Smith v. Garrett

BROCK, Chief Judge.

Appeal of Plaintiffs

Plaintiffs argue that the court erred in granting the defendant’s motion for a directed verdict. We agree. At trial the plaintiffs presented evidence that established a prima facie case of negligence on the part of the deceased. Thus, with no further showings, plaintiffs would be entitled to go to the jury.

In this case defendant countered with testimony aimed at establishing the affirmative defense of sudden incapacitation. In North Carolina the burden is on the party asserting sudden *111incapacitation to prove the defense by the greater weight of the evidence. Wallace v. Johnson, 11 N.C. App. 703, 182 S.E. 2d 193 (1971). In Cutts v. Casey, 278 N.C. 390, 180 S.E. 2d 297 (1971), the North Carolina Supreme Court held improper the direction of a verdict in favor of the party with the burden of proof where that party’s right to a judgment depends upon the credibility of his witnesses.

In the instant case the testimony of Mrs. Garrett as to when the sudden seizure occurred is an essential cog in establishing the affirmative defense. As the wife of the deceased and named defendant in the lawsuit, her credibility is definitely in issue. She argues that since her testimony was uncontradicted, it was positive evidence conclusively establishing the sudden incapacitation. This argument is not persuasive. “It is quite clear, however, that . . . evidence is not necessarily conclusive because it is uncontradicted. It is still for the jury if reasonable men may differ as to its truth or if conflicting inferences may reasonably be drawn from it.” Cutts v. Casey, supra at 421.

As stated above, the credibility of Mrs. Garrett and her testimony is for the jury. Further, a question of fact is apparent from the record. Defendant’s evidence shows that seizure occurred first, thereby causing the accident. If the jury believes this evidence and defendant’s other evidence concerning the prior good health of the deceased, the logical inference is sudden incapacitation. Plaintiffs, however, offered evidence tending to show that the deceased was suddenly seized at or just after impact. If believed by the jury, this evidence could lead to the equally plausible inference that the accident was caused by the negligence of the deceased and that the sudden trauma of the impact induced his seizure. The resolution of this question of fact along with the credibility of the moving party were for the jury to determine; therefore, the directed verdict for defendant must be reversed.
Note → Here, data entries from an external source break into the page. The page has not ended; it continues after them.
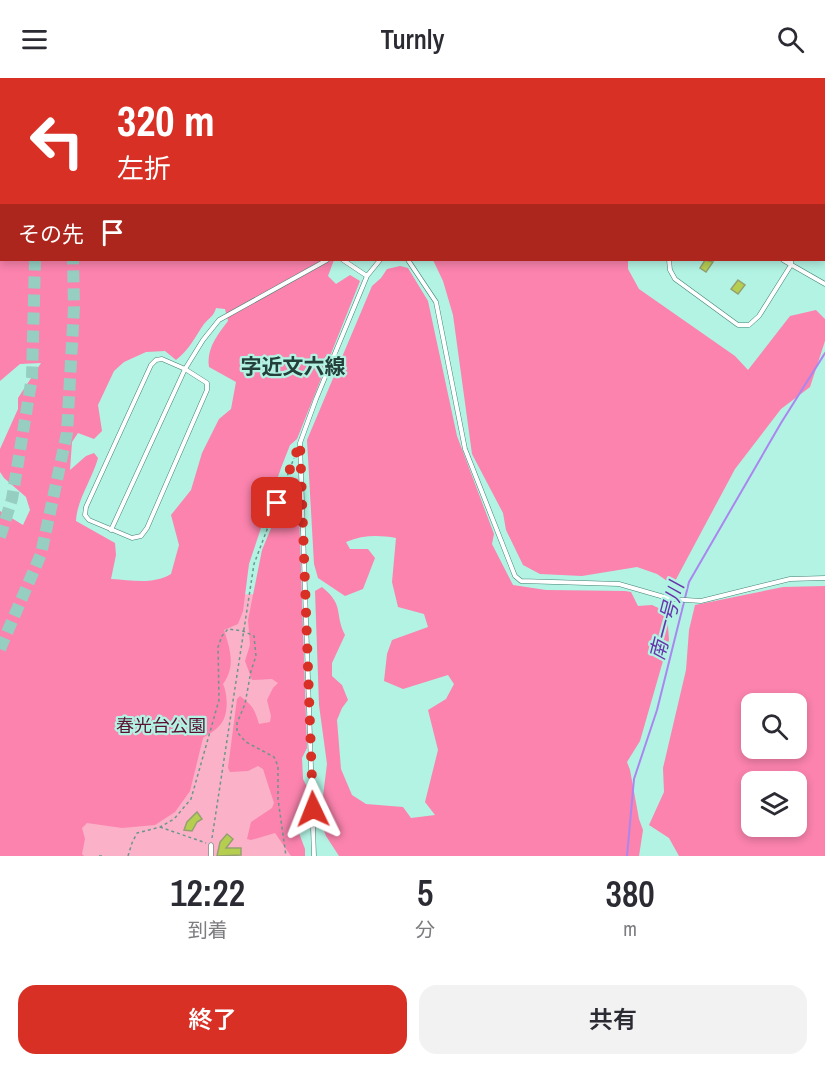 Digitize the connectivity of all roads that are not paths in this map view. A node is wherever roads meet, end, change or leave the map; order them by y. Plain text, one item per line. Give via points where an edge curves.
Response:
1 (325, 261) edge
2 (344, 261) edge
3 (379, 261) edge
4 (409, 261) edge
5 (669, 261) edge
6 (791, 262) edge
7 (367, 276) junction
8 (825, 284) edge
9 (185, 369) junction
10 (111, 530) junction
11 (825, 578) edge
12 (211, 845) road end
13 (211, 856) edge
14 (314, 856) edge

1 - 9 lane via 219,320
2 - 7 lane
3 - 7 lane
4 - 11 lane via 436,302 465,449 514,576 521,581 619,584 671,599 700,601 790,579
5 - 6 lane via 675,279 738,325 749,325 759,316
6 - 8 lane
7 - 14 lane via 300,443
9 - 10 lane
9 - 10 lane via 207,383 207,390 147,528 141,536 132,538
9 - 10 lane via 162,359 151,365 86,507 88,520
12 - 13 lane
Appeal of Third-Party Plaintiff

In her third-party complaint the defendant, Mrs. Garrett, alleged that Burns was concurrently negligent in that:

“ . . . she operated said vehicle at a speed which was greater than reasonable or prudent under the conditions then existing in violation of General Statutes Section 20-141; she operated said vehicle without keeping a reasonable and *112proper lookout; she failed to keep her said vehicle under reasonable and proper control; although she had ample opportunity to do so, and although she knew or, in the exercise of reasonable care should have known, of the risk of a collision and the necessity to take reasonable action to avoid the same, she nevertheless failed to slow her vehicle, or to turn it aside, or to take any other action whatever, as she could and should have done, to keep her said vehicle under control and to avoid a collision.”

She argues that the trial court erred in directing a verdict for third-party defendant Burns in that there was sufficient evidence from which Burns’ negligence could be inferred. We agree.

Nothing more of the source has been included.